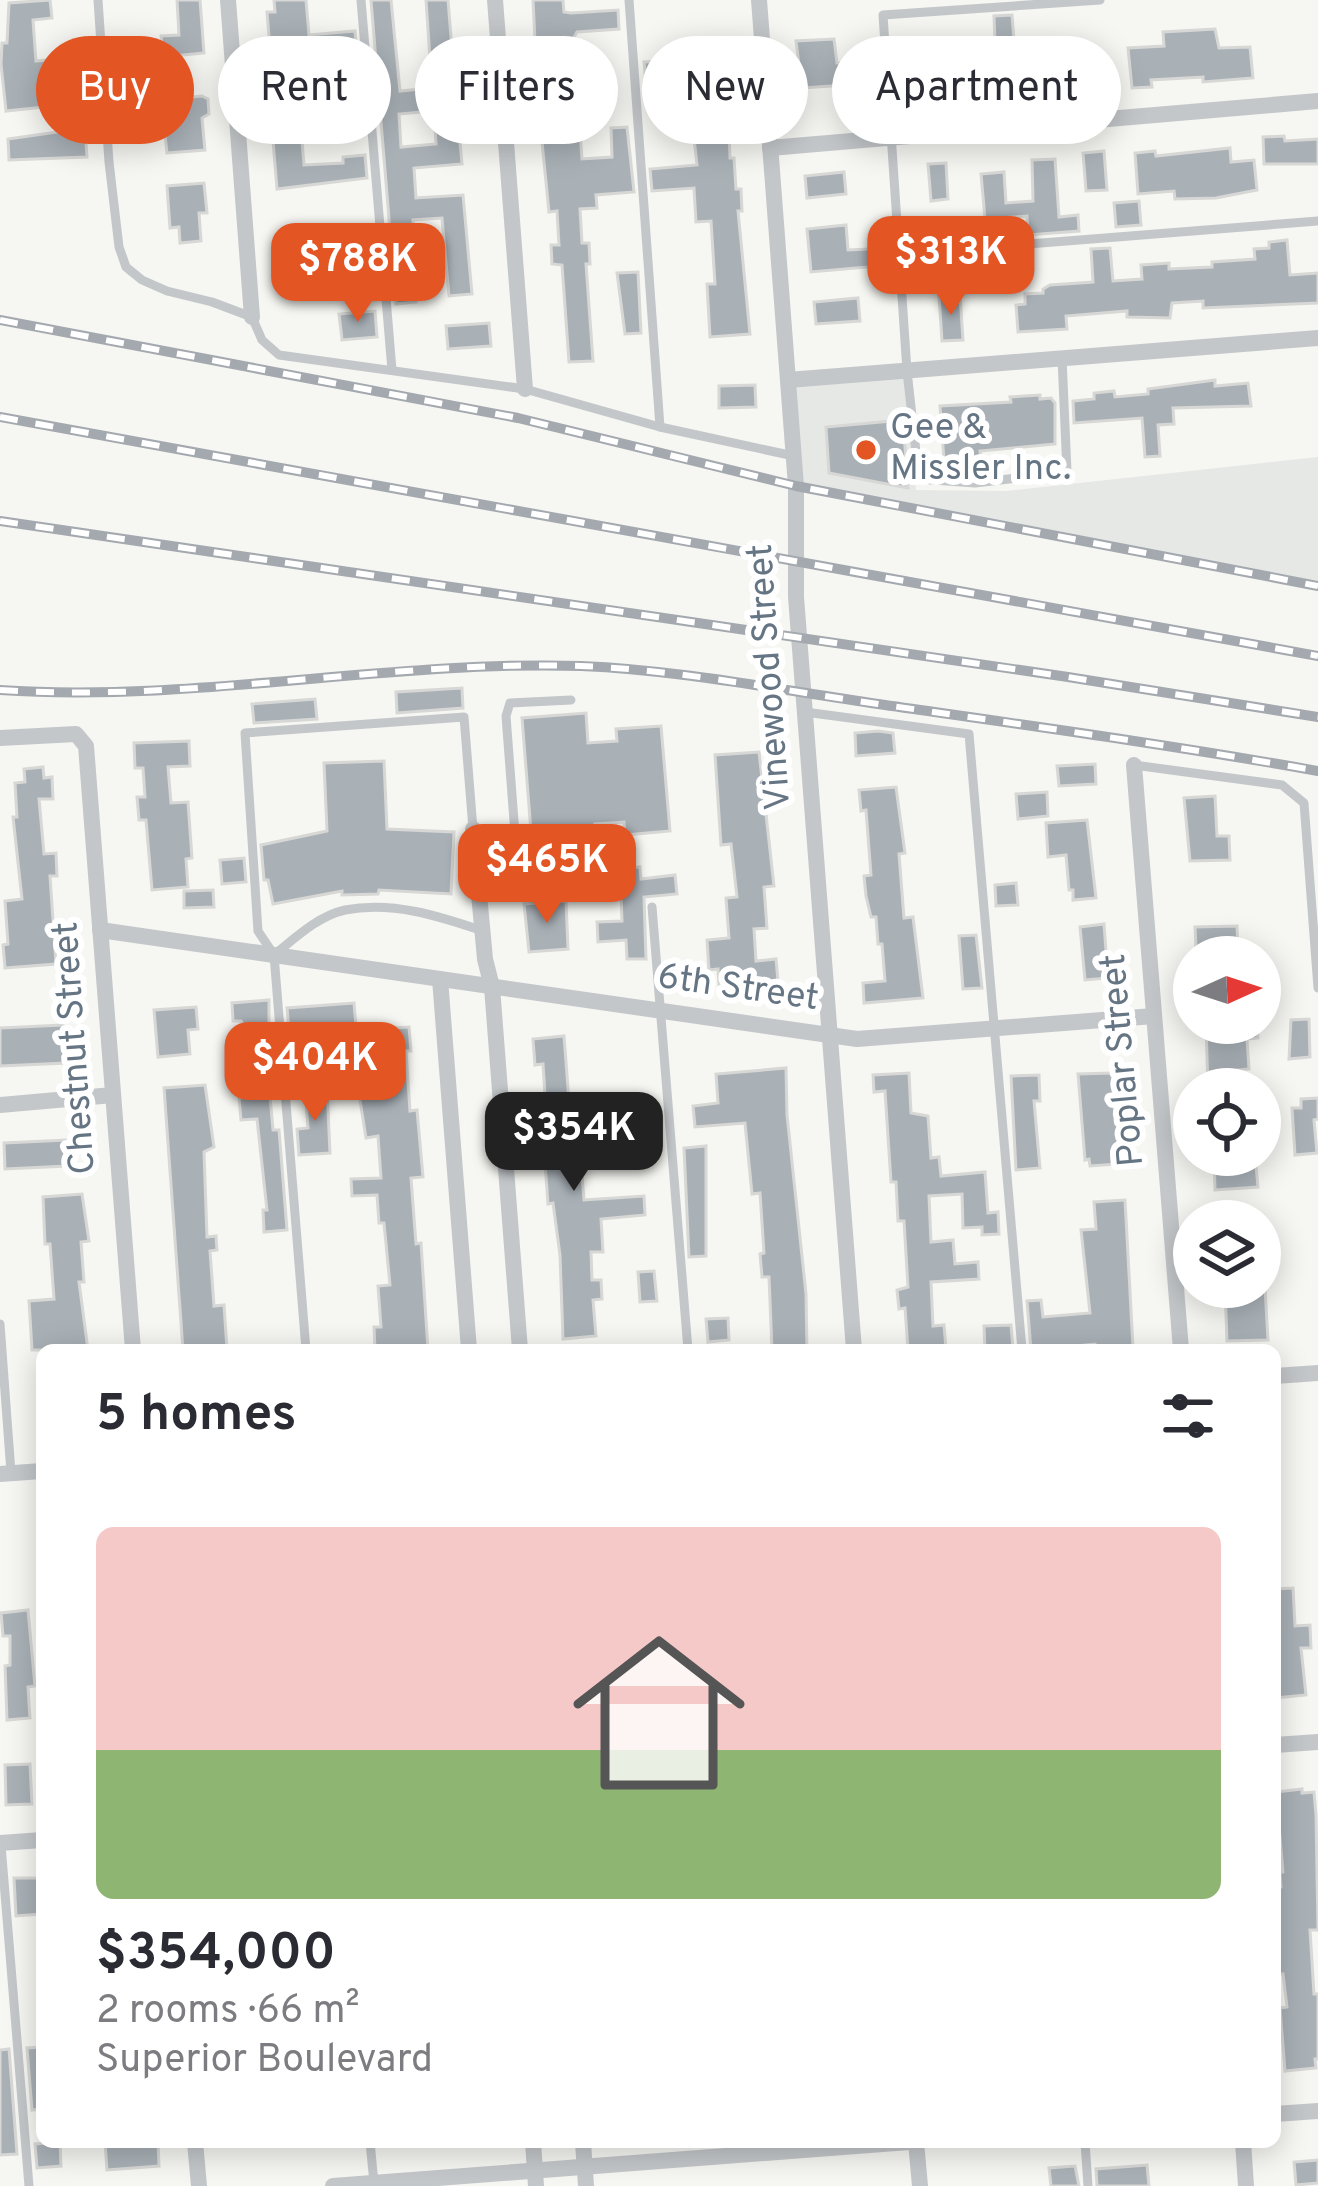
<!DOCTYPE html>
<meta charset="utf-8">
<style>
:root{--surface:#fff;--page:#f7f7f7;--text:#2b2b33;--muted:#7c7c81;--line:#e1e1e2;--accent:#e45524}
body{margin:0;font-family:Overpass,sans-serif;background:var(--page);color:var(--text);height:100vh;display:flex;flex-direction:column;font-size:45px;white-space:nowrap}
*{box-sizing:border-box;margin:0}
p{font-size:39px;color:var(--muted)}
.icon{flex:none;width:66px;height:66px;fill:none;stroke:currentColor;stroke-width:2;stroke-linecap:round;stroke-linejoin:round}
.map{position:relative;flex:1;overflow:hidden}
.side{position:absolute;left:36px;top:1344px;width:1245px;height:804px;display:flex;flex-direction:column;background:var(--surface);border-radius:18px;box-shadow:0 6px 30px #0003}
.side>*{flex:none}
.hud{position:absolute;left:36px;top:36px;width:1248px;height:108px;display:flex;gap:24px}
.needle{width:78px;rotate:87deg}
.fabs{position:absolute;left:1173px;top:936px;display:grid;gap:24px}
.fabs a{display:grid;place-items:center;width:108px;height:108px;border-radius:50%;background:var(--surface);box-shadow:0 6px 30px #0003;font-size:60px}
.price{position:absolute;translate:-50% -102px;padding:0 27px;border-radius:24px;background:var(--accent);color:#fff;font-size:39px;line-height:78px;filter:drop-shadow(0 3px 6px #0008)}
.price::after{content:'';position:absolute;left:50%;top:72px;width:36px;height:27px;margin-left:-18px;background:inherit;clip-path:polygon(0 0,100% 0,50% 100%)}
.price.current{background:#222;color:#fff}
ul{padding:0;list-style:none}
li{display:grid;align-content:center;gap:24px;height:636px;padding:0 60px}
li+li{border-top:3px solid var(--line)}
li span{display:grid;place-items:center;height:372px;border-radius:18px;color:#555}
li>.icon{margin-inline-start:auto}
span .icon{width:216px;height:216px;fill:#fffc;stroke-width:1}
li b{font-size:51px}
h2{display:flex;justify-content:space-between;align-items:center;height:144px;padding:0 60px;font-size:51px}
.chip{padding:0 42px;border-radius:54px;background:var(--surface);box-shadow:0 6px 30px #0003;font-size:42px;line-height:108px}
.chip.current{background:var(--accent);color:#fff}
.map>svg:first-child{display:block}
</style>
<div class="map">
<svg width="1318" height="2186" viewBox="0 0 1318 2186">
<rect width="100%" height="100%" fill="#f6f6f2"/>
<polygon fill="#e6e8e6" points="907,371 916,490 1006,491 1318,457 1318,586 796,486 788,380"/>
<g fill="#a9b1b7" stroke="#d7d7d5" stroke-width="3" fill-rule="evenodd">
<polygon points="50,0 52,18 33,20 36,61 88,56 89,72 51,75 54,106 6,111 1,64 2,43 7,43 9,3"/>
<polygon points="177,0 200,0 204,53 163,57 161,36 179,35"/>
<polygon points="274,0 306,0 309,35 355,31 359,81 315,85 316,95 307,96 309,128 301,129 304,165 343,163 343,157 365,155 367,178 277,189 273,141 286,140 283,98 275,99 269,36 267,12 275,12"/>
<path d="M371,0h20l9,91 32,-3 -6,-88h22l7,86h8l2,23 -8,1 5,54 -48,4 2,30 47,-3 9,99 -23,2 -7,-78 -29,2 3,82 -20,2zM434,111l2,33 -35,3 -2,-33z"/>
<polygon points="533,0 563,0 564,12 571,13 618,10 619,29 577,32 573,39 535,41"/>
<polygon points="1012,15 1014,40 995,42 994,16"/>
<polygon points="1215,29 1219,48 1250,47 1253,78 1203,82 1203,77 1151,80 1152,87 1132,88 1128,48 1164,46 1163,32"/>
<polygon points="834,39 837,63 844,63 846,85 802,88 796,41"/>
<polygon points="736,43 738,66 687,69 686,47"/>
<polygon points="1047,47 1048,56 1078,54 1077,49 1093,47 1096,80 1050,89 1051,98 1027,100 1023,49"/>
<polygon points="995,56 999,104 977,105 976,92 947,94 944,59"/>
<polygon points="916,59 919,104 898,105 895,60"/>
<polygon points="666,61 670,106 648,107 644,62"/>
<polygon points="594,75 596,117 579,118 582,159 612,157 611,128 627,127 634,192 596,195 597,208 580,209 582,243 589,243 590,264 586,264 593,361 569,362 562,265 552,264 551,245 559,245 557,211 549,212 541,132 565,130 563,97 546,99 545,78"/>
<polygon points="202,96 208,99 209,114 202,118 205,150 167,153 161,100"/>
<polygon points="728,99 730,158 734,158 736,189 741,189 742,211 738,211 750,334 710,337 707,284 715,284 711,221 696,222 694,188 652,191 650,169 697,165 690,102"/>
<polygon points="85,128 87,157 9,160 8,139"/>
<polygon points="1284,136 1285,141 1318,139 1318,164 1264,164 1263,137"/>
<polygon points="1230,148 1231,162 1254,160 1257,190 1216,198 1175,199 1174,191 1138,194 1135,153 1155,151 1156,156"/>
<polygon points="1104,151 1107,190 1086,191 1083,153"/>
<polygon points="1055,159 1059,217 1078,215 1079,231 1028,235 1027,216 985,219 981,174 1004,172 1006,203 1033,201 1032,160"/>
<polygon points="946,163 948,199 931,201 928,164"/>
<polygon points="844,172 846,194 807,198 805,176"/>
<polygon points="204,183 207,213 199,213 201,241 180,243 179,227 170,228 167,186"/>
<polygon points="1139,201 1141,225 1116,227 1114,203"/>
<polygon points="846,225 848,250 890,248 891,265 811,272 807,229"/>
<polygon points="1287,240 1290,275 1318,273 1318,303 1203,308 1203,301 1172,303 1170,318 1127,317 1127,311 1066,316 1067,329 1018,332 1016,305 1025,304 1025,294 1043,293 1043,289 1050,285 1093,282 1091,249 1110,248 1113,281 1142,279 1141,265 1169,263 1169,269 1212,267 1212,262 1255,259 1254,249 1269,248 1269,242"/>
<polygon points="638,272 641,333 625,334 617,273"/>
<polygon points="960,295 963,340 942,341 939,296"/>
<polygon points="858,298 860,321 816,324 814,302"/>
<polygon points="375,311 377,337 342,340 339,314"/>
<polygon points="489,323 491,346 448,349 446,326"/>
<polygon points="1215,380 1215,386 1248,383 1251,406 1173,408 1174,424 1158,425 1160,456 1145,457 1142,418 1074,423 1073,401 1094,399 1094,393 1114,391 1115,397 1148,394 1148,389"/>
<polygon points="755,385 756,407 719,408 719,386"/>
<polygon points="1040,395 1040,399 1051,398 1055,403 1055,444 980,451 981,456 944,460 940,406 1011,402 1010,397"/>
<polygon points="903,420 908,488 829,473 826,427"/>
<polygon points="462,688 463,708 397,713 396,692"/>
<polygon points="315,699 317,719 254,723 252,704"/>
<polygon points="586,713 588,743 617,741 616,729 661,726 670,831 625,835 624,822 595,824 596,839 532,844 522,718"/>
<polygon points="878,731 893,733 895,753 856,756 855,733"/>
<polygon points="189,741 190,766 168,767 171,803 188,802 192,858 186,859 188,887 152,890 146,820 139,820 137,797 145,797 143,768 135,768 134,743"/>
<polygon points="759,752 774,886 764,887 767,928 754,929 756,961 776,959 778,981 719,985 718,969 709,970 707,940 729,938 726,898 737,897 731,844 721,845 715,755"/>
<polygon points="384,761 387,829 454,832 451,894 379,890 378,894 342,895 342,891 273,904 268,880 264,880 261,845 327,831 324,763"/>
<polygon points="1095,764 1096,784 1059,786 1057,766"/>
<polygon points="43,767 44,778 52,777 53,799 39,799 44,854 56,853 57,876 50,876 56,964 5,968 3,945 8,944 5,901 22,899 13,817 17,817 15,783 25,782 24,769"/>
<polygon points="896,787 905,853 899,854 904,918 913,917 923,998 864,1003 863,983 885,981 882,944 878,944 876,917 871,917 866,896 864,876 871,875 866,810 861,811 859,790"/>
<polygon points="1047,792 1048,816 1018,819 1016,794"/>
<polygon points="1215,796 1217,836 1229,836 1230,860 1190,861 1184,798"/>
<polygon points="1087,820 1096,898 1073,900 1073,890 1069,890 1066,855 1048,857 1046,823"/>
<polygon points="244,858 246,882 222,884 220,860"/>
<polygon points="640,867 641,879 675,875 677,894 644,897 646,959 627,959 626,940 598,942 597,922 622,921 620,869"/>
<polygon points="1016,883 1018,905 996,906 995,885"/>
<polygon points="213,890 214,907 184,908 184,891"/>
<polygon points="566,901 568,949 529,952 524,904"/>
<polygon points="1104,924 1108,978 1085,980 1080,927"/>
<polygon points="1237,926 1238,947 1196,949 1195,927"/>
<polygon points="976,935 982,988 963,989 959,936"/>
<polygon points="269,1000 269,1051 247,1053 245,1028 241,1021 233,1021 232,1003"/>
<polygon points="354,1003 356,1026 289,1029 287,1008"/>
<polygon points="196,1007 198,1029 188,1030 190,1054 158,1057 154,1010"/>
<polygon points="1309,1019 1310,1057 1289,1059 1291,1020"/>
<polygon points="1206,1023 1257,1023 1258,1038 1247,1039 1249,1069 1237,1070 1238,1089 1208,1089"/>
<polygon points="63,1025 66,1063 0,1066 0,1028"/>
<polygon points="409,1027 411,1051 406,1051 410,1111 417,1110 423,1177 411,1178 416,1244 421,1243 428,1350 375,1350 374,1327 381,1327 378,1286 390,1285 384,1223 379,1223 377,1195 352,1196 351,1179 381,1178 378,1136 366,1138 356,1075 370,1074 367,1030"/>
<polygon points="564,1036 569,1101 580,1100 583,1140 594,1139 594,1161 581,1162 584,1200 644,1196 645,1215 601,1219 603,1252 591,1252 592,1280 601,1280 602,1299 593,1300 596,1336 563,1339 560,1255 553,1203 548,1204 545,1162 544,1141 548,1141 543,1064 535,1065 533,1039"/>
<polygon points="786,1068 787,1115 806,1294 807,1350 772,1350 769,1277 762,1277 760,1254 764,1253 760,1193 752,1194 745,1123 695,1127 693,1106 718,1103 716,1074"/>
<polygon points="909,1073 911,1113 928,1116 931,1158 939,1157 941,1176 985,1172 988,1213 998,1212 999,1234 982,1235 982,1227 963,1228 962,1194 929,1196 931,1242 953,1240 955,1264 978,1262 979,1279 931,1282 933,1326 944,1325 946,1349 937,1350 908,1350 905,1308 899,1309 897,1290 908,1287 904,1221 898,1221 896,1182 891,1182 885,1091 874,1092 873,1075"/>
<polygon points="1112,1073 1114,1107 1125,1106 1127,1127 1119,1128 1122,1159 1117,1160 1118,1164 1090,1166 1089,1159 1085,1160 1078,1074"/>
<polygon points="1039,1075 1040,1101 1034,1101 1040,1168 1016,1170 1011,1076"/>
<polygon points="205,1085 214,1147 204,1152 207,1237 216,1236 217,1250 210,1251 214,1306 224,1305 227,1350 183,1350 164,1088"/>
<polygon points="327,1088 330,1153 299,1155 297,1129 308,1128 305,1089"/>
<polygon points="270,1096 273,1130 279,1130 287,1230 264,1232 263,1210 267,1210 257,1119 241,1120 239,1098"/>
<polygon points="1318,1098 1318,1119 1314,1120 1317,1153 1295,1155 1292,1108 1301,1108 1301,1099"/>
<polygon points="66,1140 67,1166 5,1169 4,1143"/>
<polygon points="706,1146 706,1256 689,1257 684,1148"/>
<polygon points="1214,1155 1255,1155 1258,1187 1215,1190"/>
<polygon points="82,1194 89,1241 81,1242 84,1282 79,1282 88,1350 32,1350 29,1301 54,1299 50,1244 45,1244 43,1197"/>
<polygon points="1125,1200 1133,1347 1096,1349 1095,1344 1031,1350 1027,1301 1041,1300 1043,1317 1090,1313 1081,1230 1096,1229 1094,1202"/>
<polygon points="654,1271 657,1301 640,1302 638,1272"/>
<polygon points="1265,1287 1268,1340 1227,1341 1225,1289"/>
<polygon points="728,1318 729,1340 708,1342 706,1319"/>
<polygon points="1011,1325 1013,1350 985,1350 984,1326"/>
<polygon points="1293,1588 1295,1626 1310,1625 1311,1648 1301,1648 1306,1695 1275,1698 1275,1589"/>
<polygon points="28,1610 35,1686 28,1687 30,1718 7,1720 5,1666 10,1665 10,1636 3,1636 1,1613"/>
<polygon points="30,1764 32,1804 6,1805 5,1765"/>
<polygon points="1302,1789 1302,1793 1314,1792 1316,1815 1318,1930 1310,1930 1314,1994 1318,1994 1318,2059 1315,2059 1316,2068 1285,2071 1280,2008 1287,2007 1283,1974 1278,1974 1278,1926 1275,1927 1275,1912 1279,1912 1276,1888 1281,1887 1280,1873 1283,1872 1276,1792"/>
<polygon points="14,1878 42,1878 42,1914 16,1916"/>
<polygon points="42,2047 42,2109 32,2110 27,2048"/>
<polygon points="9,2049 17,2154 0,2155 0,2050"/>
<polygon points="60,2142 61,2166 37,2168 35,2144"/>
<polygon points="105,2142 158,2142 159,2166 107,2170"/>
<polygon points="1318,2160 1318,2183 1296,2185 1294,2162"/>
<polygon points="1147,2165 1149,2186 1097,2186 1096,2169"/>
<polygon points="1075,2166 1079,2186 1051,2186 1049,2168"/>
</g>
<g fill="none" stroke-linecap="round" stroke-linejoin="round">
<g stroke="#c3c7ca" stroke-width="9">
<polyline points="98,0 109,162 119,247 126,267 142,280 167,291 212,302 252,317 262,340 279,355 525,389 660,427 794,456"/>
<polyline points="361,0 392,370"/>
<polyline points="629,0 660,427"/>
<polyline points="901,254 1318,221"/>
<polyline points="1062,358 1067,472 975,483 919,479 907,371 883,15 1100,0"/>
<polyline points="805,712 969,734 1022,1350"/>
<polyline points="1134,765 1282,785 1304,803 1318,988"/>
<polyline points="476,863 508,852 515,834 506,716 510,703 571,700"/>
<polyline points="652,907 688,1350"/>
<path d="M274,955c21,-17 44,-39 71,-45 48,-9 94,6 138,21"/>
<polyline points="0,1324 11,1473"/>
<polyline points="306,1350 274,955 258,931 245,733 464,717 473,829"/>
<polyline points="1,1845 29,2186"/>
<polyline points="370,2142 374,2183"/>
<polyline points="1085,2142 1088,2186"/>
</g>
<g stroke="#c3c7ca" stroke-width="16">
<polyline points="228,0 252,317"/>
<polyline points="495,0 525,389"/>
<polyline points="759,0 796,486 796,597 854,1350"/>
<polyline points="770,148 1318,101"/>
<polyline points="788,380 1318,338"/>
<polyline points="0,738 76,734 86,746 133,1350"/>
<polyline points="1134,765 1181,1350"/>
<polyline points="473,829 485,959 492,987 520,1350"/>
<polyline points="100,930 857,1039 1154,1016"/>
<polyline points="440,979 469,1350"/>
<polyline points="0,1105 113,1095"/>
<polyline points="1275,1376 1318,1373"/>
<polyline points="0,1474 42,1471"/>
<polyline points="1275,1745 1318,1742"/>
<polyline points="0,1843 42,1840"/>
<polyline points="1275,2114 1318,2111"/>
<polyline points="195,2142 199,2186"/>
<polyline points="533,2142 536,2186"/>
<polyline points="583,2142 586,2186"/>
<polyline points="916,2142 920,2186"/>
<polyline points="1243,2142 1246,2186"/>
<polyline points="333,2186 909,2142"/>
</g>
<g stroke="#a4a9af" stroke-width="10">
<g id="rail">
<polyline points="0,320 518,418 796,486 1318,586"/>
<polyline points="0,417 1318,656"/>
<polyline points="0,521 1068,677 1318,717"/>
<path d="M0,690c194,13 387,-30 581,-24 99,4 199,24 297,38 147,21 294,41 440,67"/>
</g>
</g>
<use href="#rail" stroke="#fff" stroke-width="6" stroke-dasharray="18" stroke-linecap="butt"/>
</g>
<circle fill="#e45524" stroke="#fff" stroke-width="4.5" cx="866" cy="450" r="12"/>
<g text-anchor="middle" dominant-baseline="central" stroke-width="12" stroke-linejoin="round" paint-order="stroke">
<g font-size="36" fill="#657584" stroke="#fff" text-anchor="start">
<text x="890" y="429">Gee &amp;<tspan x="890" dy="41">Missler Inc.</tspan></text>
</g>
<g font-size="36" fill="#657584" stroke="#fff">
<text transform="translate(771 677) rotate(-94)">Vinewood Street</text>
<text transform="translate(738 989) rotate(8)">6th Street</text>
<text transform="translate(76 1048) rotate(-94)">Chestnut Street</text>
<text transform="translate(1124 1060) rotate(-95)">Poplar Street</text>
</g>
</g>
</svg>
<div class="fabs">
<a><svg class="needle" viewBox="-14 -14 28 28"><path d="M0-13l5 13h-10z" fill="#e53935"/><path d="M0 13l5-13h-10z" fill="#7c7c81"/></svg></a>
<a><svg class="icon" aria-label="locate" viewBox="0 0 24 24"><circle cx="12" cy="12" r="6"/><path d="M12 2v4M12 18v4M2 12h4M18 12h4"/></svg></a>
<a><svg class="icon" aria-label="layers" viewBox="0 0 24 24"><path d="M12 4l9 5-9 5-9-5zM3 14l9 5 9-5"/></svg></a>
</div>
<b class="price" style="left:951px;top:318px">$313K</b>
<b class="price" style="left:358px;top:325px">$788K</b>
<b class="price" style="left:547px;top:926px">$465K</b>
<b class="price" style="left:315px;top:1124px">$404K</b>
<b class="price current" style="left:574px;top:1194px">$354K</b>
<div class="hud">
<a class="chip current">Buy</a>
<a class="chip">Rent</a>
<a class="chip">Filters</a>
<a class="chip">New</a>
<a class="chip">Apartment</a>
</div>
<section class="side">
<h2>5 homes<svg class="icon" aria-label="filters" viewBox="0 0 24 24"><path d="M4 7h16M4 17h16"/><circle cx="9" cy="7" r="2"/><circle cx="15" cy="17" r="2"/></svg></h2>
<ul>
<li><span style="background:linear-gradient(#f6c9c9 60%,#8fb573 0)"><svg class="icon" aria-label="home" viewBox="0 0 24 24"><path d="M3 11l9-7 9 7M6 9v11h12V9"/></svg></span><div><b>$354,000</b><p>2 rooms · 66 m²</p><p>Superior Boulevard</p></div></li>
</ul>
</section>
</div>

★ ★ ★

*What is expected*
For the string "none", search the preceding data and copy every line that includes it.

*Solution for this problem*
.icon{flex:none;width:66px;height:66px;fill:none;stroke:currentColor;stroke-width:2;stroke-linecap:round;stroke-linejoin:round}
.side>*{flex:none}
ul{padding:0;list-style:none}
<g fill="none" stroke-linecap="round" stroke-linejoin="round">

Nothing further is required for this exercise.